Les vaines politiques de relance de la croissance prennent le problème à l’envers. Et depuis 30 ans, malheureusement, la droite et la gauche ont appliqué ces mêmes politiques de relance, derrière une opposition de façade.
J’espère que le gouvernement actuel, après s’être fait contrer sèchement "red handed" par le retournement des cycles économiques abandonnera définitivement ces chimères.
Au moins, le trou d’air actuel aura eu des mérites pédagogiques.
A AB Galiani,
Cher monsieur je souscris totalement à vos propos.
Notre fonction publique est totalement figée. La triste aventure que je vis très directement et que j’ai exposée, justement pour l’exemple plus haut, me le démontre tragiquement.
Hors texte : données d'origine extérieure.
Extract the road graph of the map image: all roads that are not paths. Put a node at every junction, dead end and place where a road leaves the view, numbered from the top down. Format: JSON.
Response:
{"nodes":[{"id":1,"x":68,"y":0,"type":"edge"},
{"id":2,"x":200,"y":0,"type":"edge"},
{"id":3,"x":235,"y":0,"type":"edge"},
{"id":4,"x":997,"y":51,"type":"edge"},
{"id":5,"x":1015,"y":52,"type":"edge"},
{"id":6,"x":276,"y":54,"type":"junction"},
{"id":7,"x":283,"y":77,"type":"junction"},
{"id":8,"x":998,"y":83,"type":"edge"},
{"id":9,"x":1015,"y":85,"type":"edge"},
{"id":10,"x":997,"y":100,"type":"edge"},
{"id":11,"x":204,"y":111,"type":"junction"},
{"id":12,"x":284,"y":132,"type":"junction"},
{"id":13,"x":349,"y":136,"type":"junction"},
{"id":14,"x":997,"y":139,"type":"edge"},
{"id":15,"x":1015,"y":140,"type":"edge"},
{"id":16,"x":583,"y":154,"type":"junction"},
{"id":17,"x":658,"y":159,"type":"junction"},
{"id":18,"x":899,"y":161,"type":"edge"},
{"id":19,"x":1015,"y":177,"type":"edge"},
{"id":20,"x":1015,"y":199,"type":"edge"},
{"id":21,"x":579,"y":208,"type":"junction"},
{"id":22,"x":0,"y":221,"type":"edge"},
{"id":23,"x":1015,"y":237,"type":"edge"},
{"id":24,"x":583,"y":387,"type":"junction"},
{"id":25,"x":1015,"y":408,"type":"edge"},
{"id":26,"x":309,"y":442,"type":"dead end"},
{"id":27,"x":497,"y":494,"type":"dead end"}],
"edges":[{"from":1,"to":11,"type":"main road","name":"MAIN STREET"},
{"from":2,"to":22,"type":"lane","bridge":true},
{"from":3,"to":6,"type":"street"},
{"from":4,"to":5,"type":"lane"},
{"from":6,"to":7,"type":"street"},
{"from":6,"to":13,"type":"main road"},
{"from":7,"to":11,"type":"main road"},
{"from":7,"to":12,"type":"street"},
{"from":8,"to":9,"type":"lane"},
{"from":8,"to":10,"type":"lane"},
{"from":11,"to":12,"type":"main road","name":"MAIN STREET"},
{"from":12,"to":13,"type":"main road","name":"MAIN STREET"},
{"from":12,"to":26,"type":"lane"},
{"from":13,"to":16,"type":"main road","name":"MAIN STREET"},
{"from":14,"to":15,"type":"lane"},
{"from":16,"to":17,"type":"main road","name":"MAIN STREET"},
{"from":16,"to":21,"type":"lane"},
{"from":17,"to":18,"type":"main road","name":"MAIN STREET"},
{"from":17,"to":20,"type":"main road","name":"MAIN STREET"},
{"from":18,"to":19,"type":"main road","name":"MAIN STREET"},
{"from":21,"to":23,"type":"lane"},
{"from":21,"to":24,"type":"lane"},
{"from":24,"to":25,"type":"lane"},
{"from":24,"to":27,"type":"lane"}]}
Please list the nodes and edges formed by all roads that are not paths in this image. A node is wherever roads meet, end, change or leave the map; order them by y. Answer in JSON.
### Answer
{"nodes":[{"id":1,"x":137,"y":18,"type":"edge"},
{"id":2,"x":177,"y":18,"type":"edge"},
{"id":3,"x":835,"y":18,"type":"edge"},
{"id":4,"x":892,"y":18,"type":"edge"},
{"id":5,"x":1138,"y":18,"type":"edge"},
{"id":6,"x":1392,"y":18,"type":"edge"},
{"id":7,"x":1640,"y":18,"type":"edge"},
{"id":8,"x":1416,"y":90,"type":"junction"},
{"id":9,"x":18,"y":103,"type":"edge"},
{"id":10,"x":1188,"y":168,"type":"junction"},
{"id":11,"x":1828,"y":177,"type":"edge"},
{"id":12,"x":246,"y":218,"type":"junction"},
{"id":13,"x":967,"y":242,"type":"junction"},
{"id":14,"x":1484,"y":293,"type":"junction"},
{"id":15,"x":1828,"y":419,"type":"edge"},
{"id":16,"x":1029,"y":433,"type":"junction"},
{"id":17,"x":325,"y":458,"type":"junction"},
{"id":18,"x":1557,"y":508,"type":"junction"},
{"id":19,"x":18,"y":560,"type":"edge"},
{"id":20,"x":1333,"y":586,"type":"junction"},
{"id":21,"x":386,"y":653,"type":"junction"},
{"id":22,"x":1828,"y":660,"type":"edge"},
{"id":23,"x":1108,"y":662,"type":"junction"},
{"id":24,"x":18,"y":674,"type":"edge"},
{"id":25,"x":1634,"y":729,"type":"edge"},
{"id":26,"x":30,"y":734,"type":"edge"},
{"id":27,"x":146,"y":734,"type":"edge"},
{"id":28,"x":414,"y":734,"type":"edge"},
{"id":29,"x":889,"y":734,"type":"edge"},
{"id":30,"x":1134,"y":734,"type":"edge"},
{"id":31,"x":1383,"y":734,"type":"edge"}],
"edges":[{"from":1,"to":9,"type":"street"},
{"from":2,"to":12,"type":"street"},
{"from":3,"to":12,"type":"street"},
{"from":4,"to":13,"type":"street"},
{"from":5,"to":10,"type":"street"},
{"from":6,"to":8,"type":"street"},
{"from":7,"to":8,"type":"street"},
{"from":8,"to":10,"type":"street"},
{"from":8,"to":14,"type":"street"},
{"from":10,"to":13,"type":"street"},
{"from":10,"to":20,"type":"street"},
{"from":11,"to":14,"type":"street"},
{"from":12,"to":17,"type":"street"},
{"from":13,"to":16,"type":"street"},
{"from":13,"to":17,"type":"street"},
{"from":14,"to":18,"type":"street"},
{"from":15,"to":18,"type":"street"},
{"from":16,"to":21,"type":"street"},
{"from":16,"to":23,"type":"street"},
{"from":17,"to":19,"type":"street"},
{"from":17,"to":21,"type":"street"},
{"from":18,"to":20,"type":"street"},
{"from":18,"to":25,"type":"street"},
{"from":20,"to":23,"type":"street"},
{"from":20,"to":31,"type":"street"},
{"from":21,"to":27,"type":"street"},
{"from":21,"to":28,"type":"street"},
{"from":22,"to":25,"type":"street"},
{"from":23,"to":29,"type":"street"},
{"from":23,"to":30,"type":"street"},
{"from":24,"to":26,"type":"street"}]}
Il n’y a pas de patron dans le système. Pour une EHPAD propriété des collectivités territoriale, qui gouverne? Normalement c’est le propriétaire (l’employeur). Comme il ne le fait pas, rien ne se passe. Le deuxième partenaire, la DDASS s’occupe du médical, constate par l’évidence, les défaillances de gestion et de management, mais n’interviend pas car ce n’est pas de son domaine. Idem pour le CG (Conseil Général), qui ne s’immice que dans le prix de journée.
Ces deux organismes, impactent fortement la participation de la collectivité nationale dans les charges financées, via le "GMP" (GIR Moyen Pondéré) qui résulte d’une évaluation du GIR (Groupe Iso-Ressource) notablement surévalué car des personnes totalement autonomes (GIR6), se voient classés semi autonomes (GIR 3), et les semi autonomes eux se voient classés totalement dépendants (GIR 1). Ceci permet de surévaluer le besoin en moyens et donc de le financer (abusivement). Les résidents ne sont pas dupes… "Pourquoi on m’a mis en GIR 3 alors qu’on ne me fait rien?".
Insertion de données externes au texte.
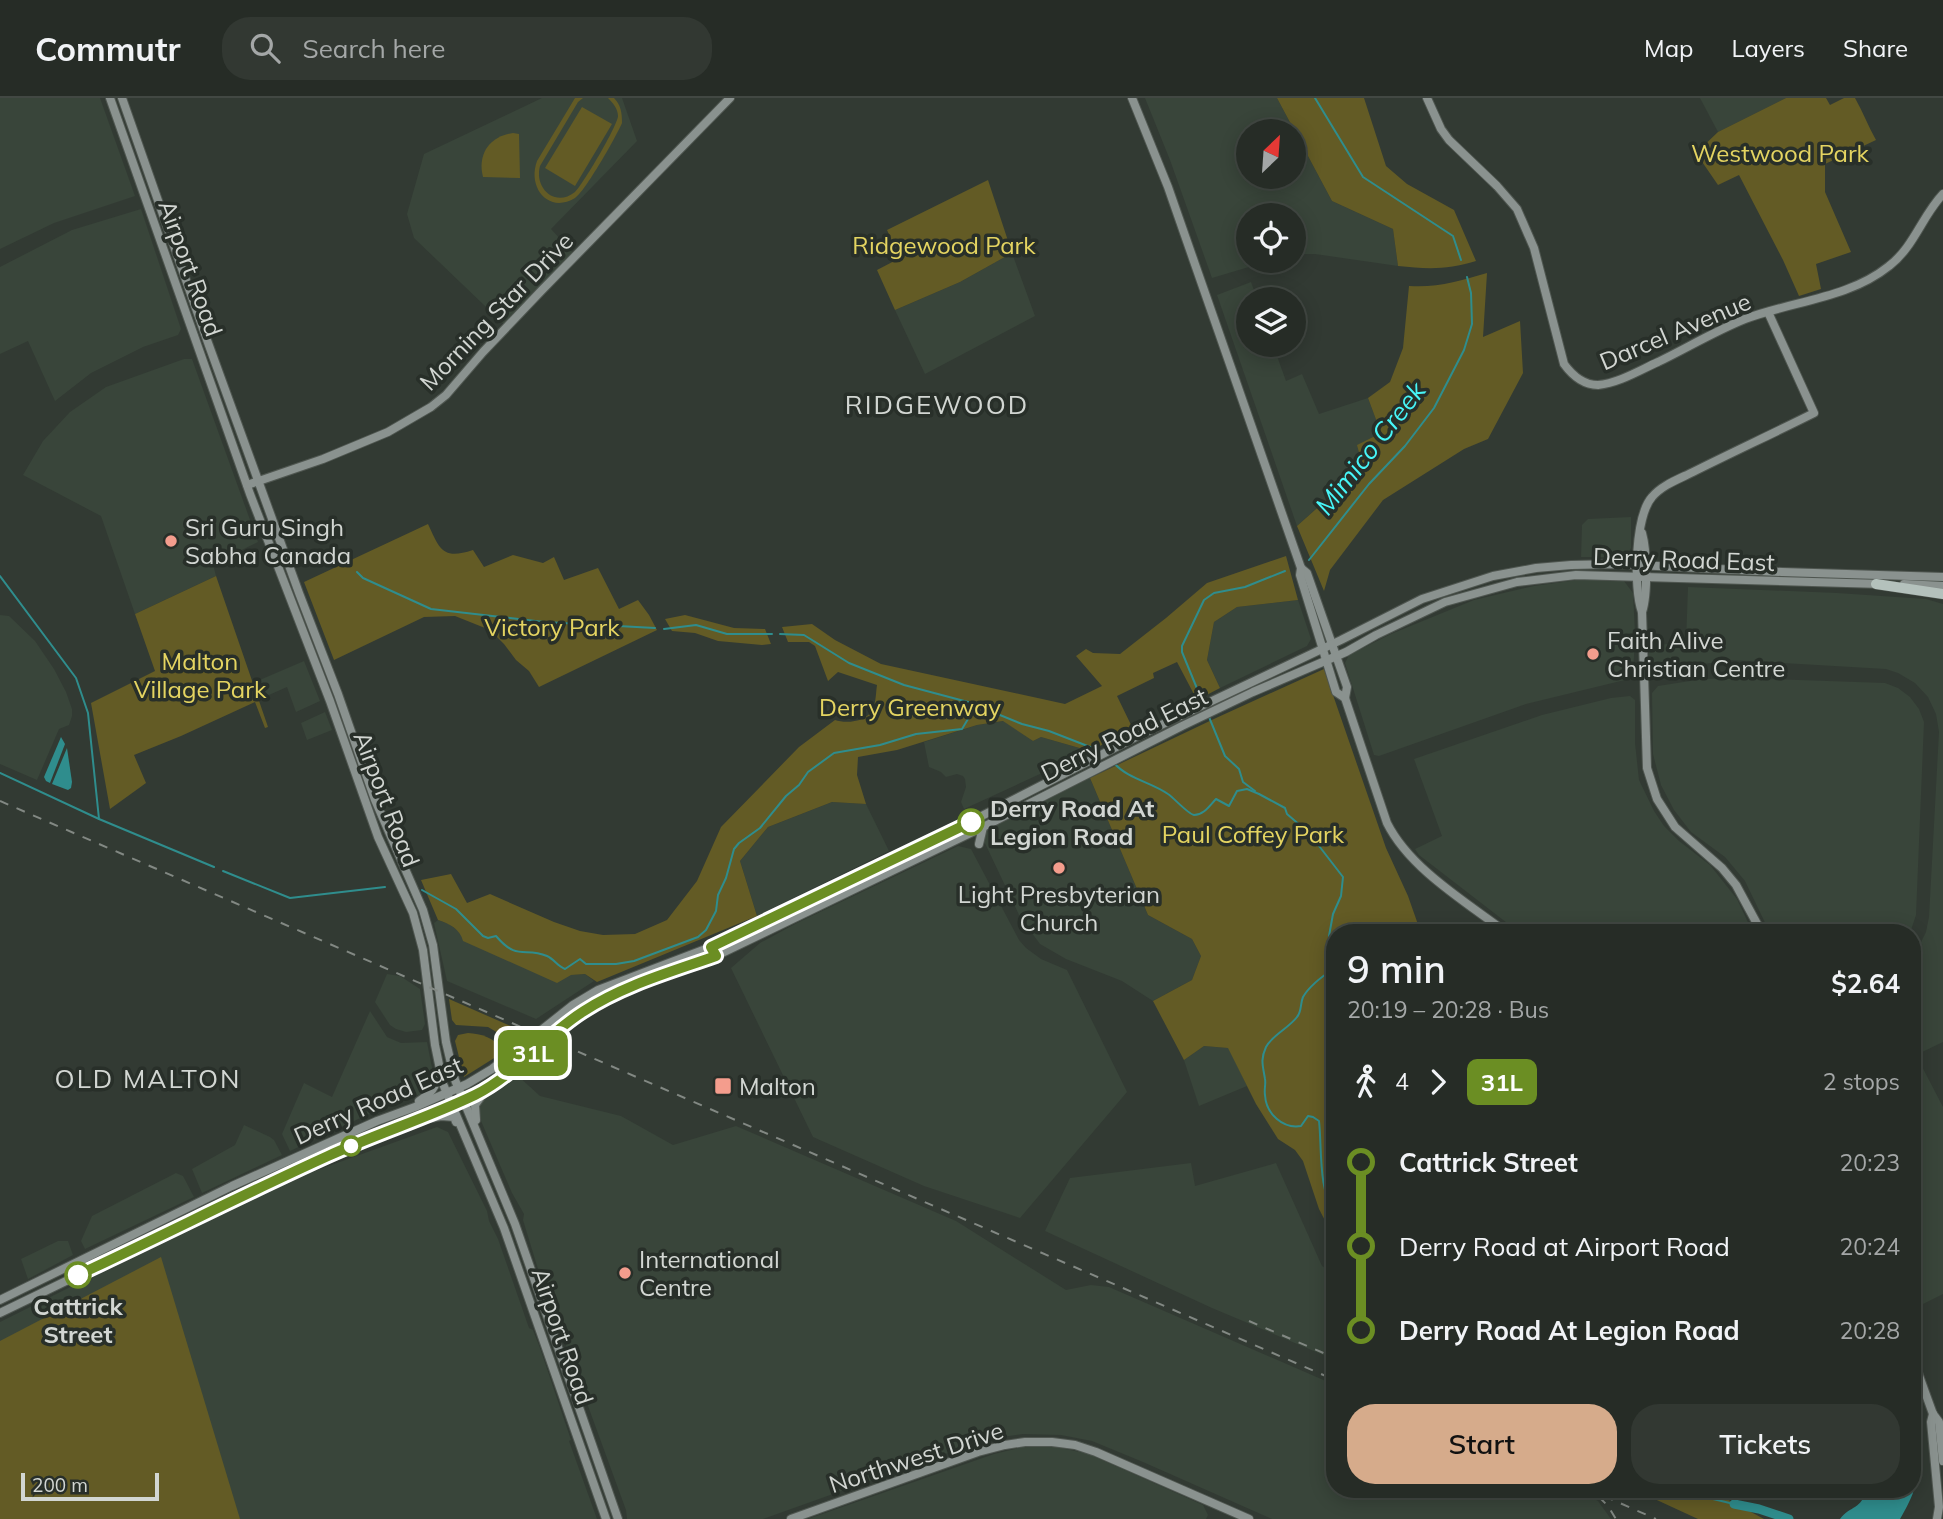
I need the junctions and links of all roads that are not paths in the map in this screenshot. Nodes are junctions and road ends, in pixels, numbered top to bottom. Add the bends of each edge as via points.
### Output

Le système est divergent car personne n’a intérêt à réguler. Donc il diverge et la litanie permanente est qu’il faut toujours plus de moyens.
Ensuite c »est effectivement le cloisonnement. Le TPG (Trésorier Payeur Général) n’a pour mission que d’encaisser les chèques des factures émises par l’EHPAD. Si les factures ne sont pas émises, ce n’est pas son problème. Il m’en manque quatre en un an, je n’ai reçu aucune relance, et je dois environ 7200 euros. J’ai tiré la sonnette d’alarme en Février (deux factures à l’époque), pas de réponse.
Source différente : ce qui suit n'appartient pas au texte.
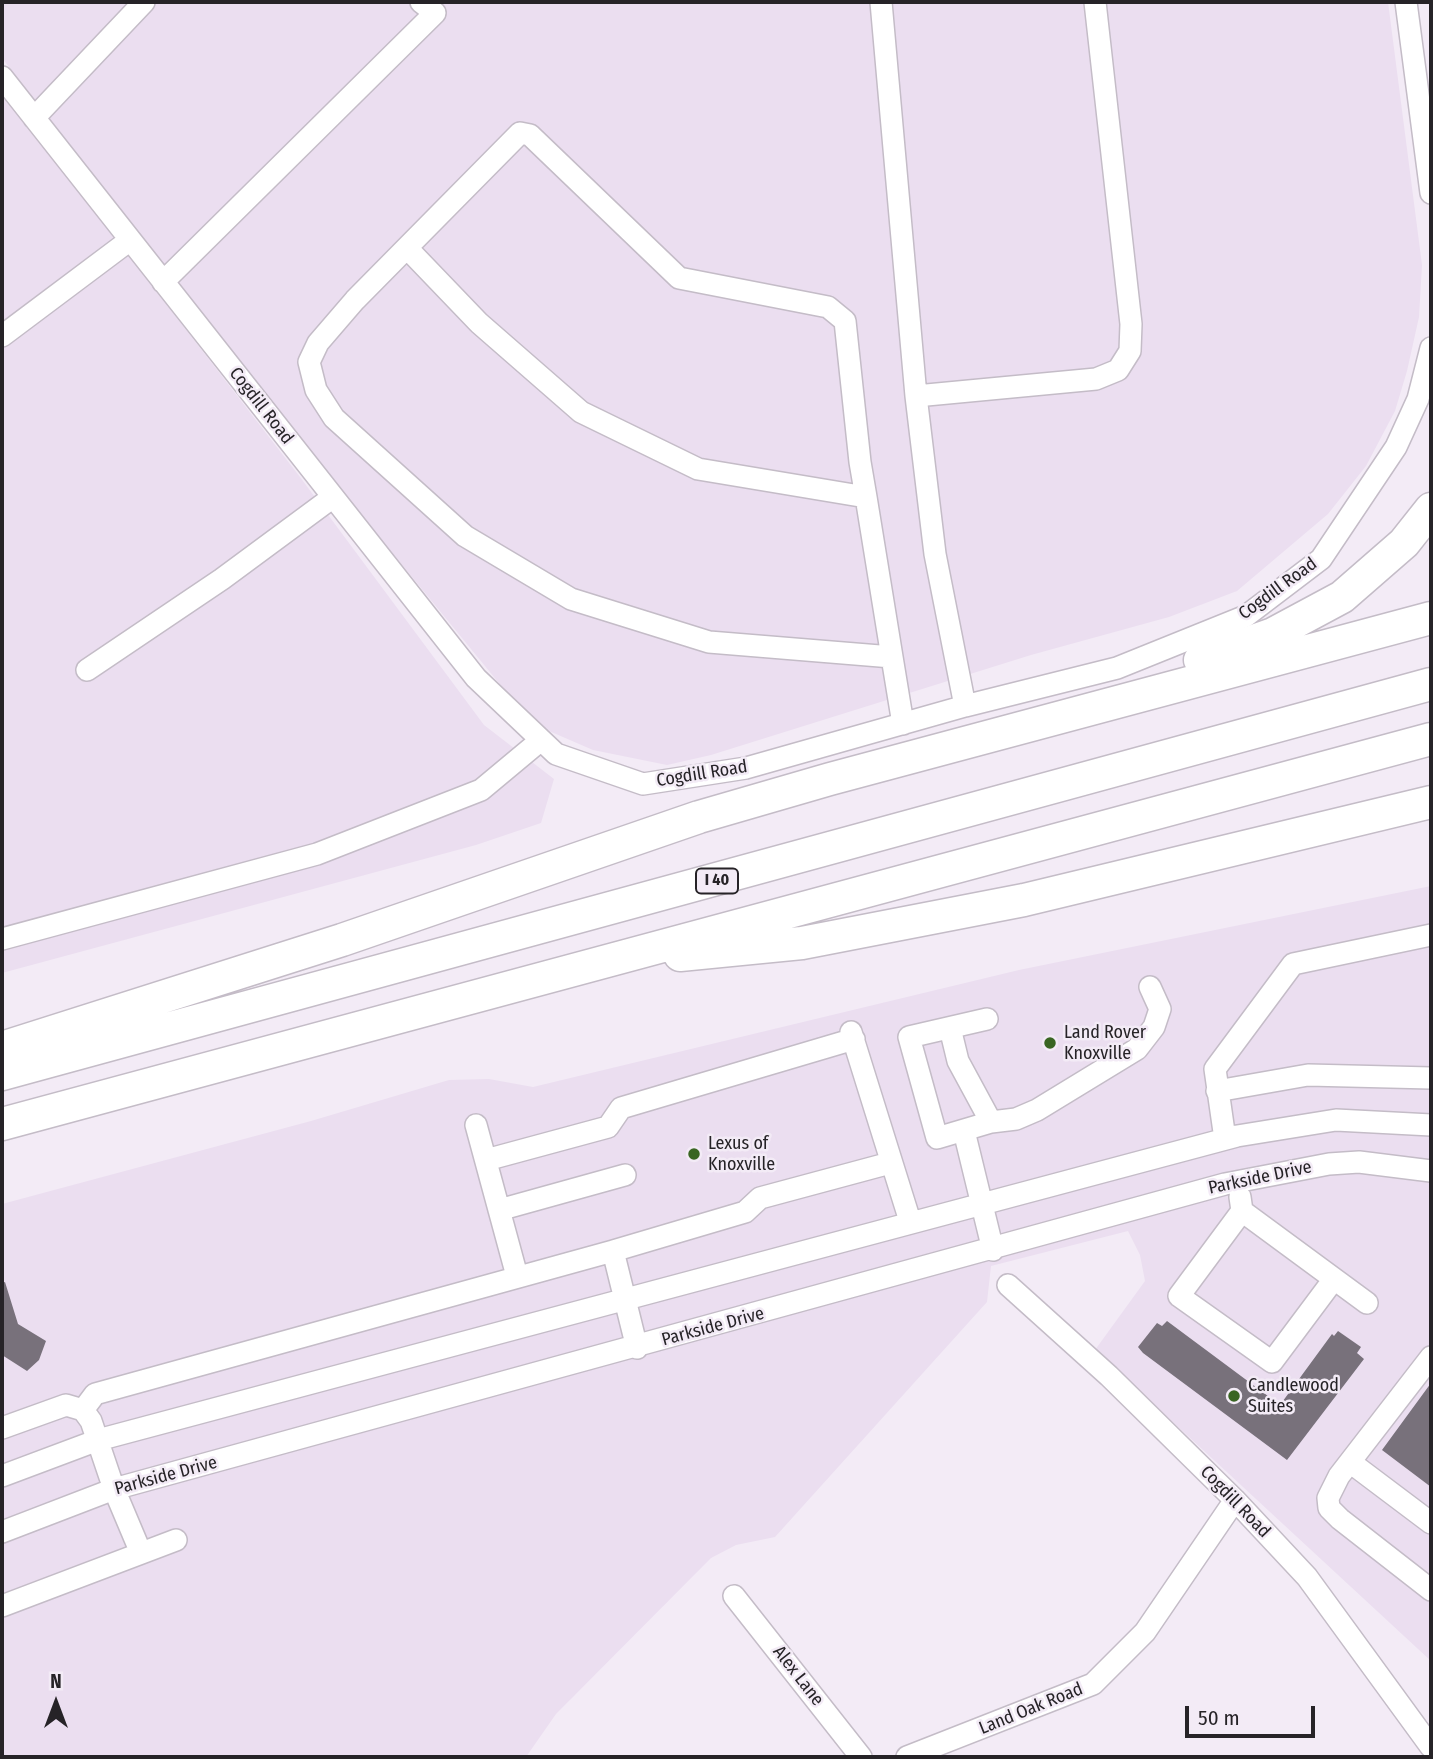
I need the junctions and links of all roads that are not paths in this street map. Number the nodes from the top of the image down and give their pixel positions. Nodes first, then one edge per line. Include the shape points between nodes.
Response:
1 (144, 2) edge
2 (881, 2) edge
3 (1095, 2) edge
4 (1406, 2) edge
5 (435, 6) edge
6 (2, 78) edge
7 (34, 118) junction
8 (1431, 193) edge
9 (130, 240) junction
10 (407, 248) junction
11 (163, 282) junction
12 (2, 336) edge
13 (1431, 348) edge
14 (916, 396) junction
15 (333, 497) junction
16 (866, 497) junction
17 (1431, 509) edge
18 (1431, 618) edge
19 (892, 657) junction
20 (87, 670) dead end
21 (1431, 684) edge
22 (965, 706) junction
23 (903, 724) junction
24 (1431, 739) edge
25 (541, 740) junction
26 (1431, 802) edge
27 (699, 817) junction
28 (1431, 935) edge
29 (2, 939) edge
30 (609, 959) junction
31 (1150, 986) dead end
32 (986, 1018) dead end
33 (950, 1028) junction
34 (2, 1048) edge
35 (2, 1074) edge
36 (1431, 1078) edge
37 (1217, 1091) junction
38 (991, 1122) junction
39 (2, 1124) edge
40 (476, 1125) dead end
41 (1431, 1125) edge
42 (964, 1131) junction
43 (1225, 1139) junction
44 (486, 1160) junction
45 (890, 1163) junction
46 (1431, 1171) edge
47 (625, 1175) dead end
48 (1238, 1181) junction
49 (980, 1202) junction
50 (499, 1210) junction
51 (1241, 1211) junction
52 (910, 1221) junction
53 (993, 1250) junction
54 (613, 1251) junction
55 (517, 1276) junction
56 (1334, 1279) junction
57 (1008, 1286) dead end
58 (626, 1297) junction
59 (1367, 1303) dead end
60 (637, 1348) junction
61 (1431, 1357) edge
62 (83, 1410) junction
63 (2, 1429) edge
64 (98, 1440) junction
65 (1350, 1462) junction
66 (2, 1476) edge
67 (114, 1489) junction
68 (1235, 1500) junction
69 (1431, 1523) edge
70 (2, 1532) edge
71 (176, 1540) dead end
72 (141, 1553) junction
73 (1431, 1590) edge
74 (734, 1596) dead end
75 (2, 1606) edge
76 (1431, 1746) edge
77 (861, 1757) edge
78 (907, 1757) edge

1 - 7 street
2 - 14 street
3 - 14 street via 1131,324 1130,351 1118,370 1096,379
4 - 8 street
5 - 11 street
6 - 7 street, Cogdill Road
7 - 9 street, Cogdill Road
9 - 11 street, Cogdill Road
9 - 12 street
10 - 16 street via 479,323 581,412 698,469
10 - 16 street via 520,133 530,135 679,278 828,307 845,321
10 - 19 street via 318,343 309,362 316,390 334,418 465,536 571,599 709,642
11 - 15 street, Cogdill Road
13 - 22 street, Cogdill Road via 1418,399 1396,447 1321,559 1246,616 1117,668
14 - 22 street via 935,554
15 - 20 street
15 - 25 street, Cogdill Road via 476,678
16 - 19 street
17 - 27 highway via 1404,543 1342,597 1273,634
18 - 27 highway
19 - 23 street
21 - 35 highway, I 40
22 - 23 street, Cogdill Road
23 - 25 street, Cogdill Road via 746,768 643,784 556,754
24 - 30 highway
25 - 29 street via 481,790 317,854
26 - 30 highway via 1151,872 815,940 735,952
27 - 34 highway via 342,940
28 - 37 street via 1293,964 1215,1069
30 - 39 highway
31 - 38 street via 1160,1009 1154,1027 1137,1049 1037,1110
32 - 33 street
33 - 38 street via 962,1071
33 - 42 street via 909,1037 937,1138
36 - 37 street via 1308,1075
37 - 43 street
38 - 42 street
40 - 44 street
41 - 43 street via 1336,1120
42 - 49 street
43 - 49 street
44 - 45 street via 608,1127 621,1108 852,1035
44 - 50 street
45 - 52 street
45 - 54 street via 760,1198 745,1212
46 - 48 street, Parkside Drive via 1359,1162
47 - 50 street
48 - 51 street
48 - 53 street, Parkside Drive
49 - 52 street
49 - 53 street
50 - 55 street
51 - 56 street
51 - 56 street via 1179,1296 1272,1362
52 - 58 street
53 - 60 street, Parkside Drive
54 - 55 street
54 - 58 street
55 - 62 street via 95,1394
56 - 59 street
57 - 68 street, Cogdill Road
58 - 60 street
58 - 64 street
60 - 67 street, Parkside Drive
61 - 65 street
62 - 63 street via 66,1405
62 - 64 street
64 - 66 street
64 - 67 street
65 - 69 street
65 - 73 street via 1328,1498 1329,1508
67 - 70 street, Parkside Drive
67 - 72 street
68 - 76 street, Cogdill Road via 1307,1577
68 - 78 street, Land Oak Road via 1145,1632 1093,1684
71 - 72 street
72 - 75 street
74 - 77 street, Alex Lane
L’établissement dispose-t-il d’une compta propre et totalement cantonnée? je me le demande. je n’ai pas l’impression que le "chiffre d’affaire réel", soit effectivement mesuré. Ainsi le compte client ne révélera rien.. Les pertes n’apparaitront pas et tout continuera bien tranquillement.
Mon acharnement à remuer cette inertie finit par m’épuiser. Si rien n’est détecté en fin d’exercice 2008, je serai obligé de rétentionner toutes les factures, et de devenir un mauvais payeur, si je veux avoir quelques chances d’alerter ennfin efficacement le système..
C’est un comble. Ce n »est hélas certaienment pas un cas unique. Une EHPAD du secteur privé serait je n’en doute pas plus vigilante de ss prospérité.
Voila qui démontre que l’Etat n’a pas compétence à s’occuper de tout.
Cher A.B. Galiani
« La France est parmi les pays aux plus forts prélèvements fiscaux : presque 46 % »
Vous êtes en dessous de la vérité.
Pour moi, le déficit, c’est tout simplement du prélèvement différé. Mais que ce soit du prélèvement direct ou du prélèvement différé, c’est toujours du prélèvement et donc ils s’ajoutent.
Dans ces conditions, vos 46%, dépassent allégrement les 50%.
Pour le reste, il est amusant d’observer, qu’un ex directeur de cabinet de DSK, trouve que nos services publics ne sont pas à la hauteur.
Qu’ont-ils fait pour y changer quelque chose quand ils étaient au pouvoir ?
A Gerfo
Votre observation est exacte : du déficit, c’est de l’impôt différé. David Ricardo l’écrivait déjà au début du XIX eme siècle ; c’est d’ailleurs pour cela que je distingue les prélèvements obligatoires (auxquels il faut ajouter les recettes non fiscales ; au total 50 % du PIB) et les dépenses publiques (52 % du PIB).
Auquel il faudrait ajouter les intérêt de la dette si on poursuit le raisonnement.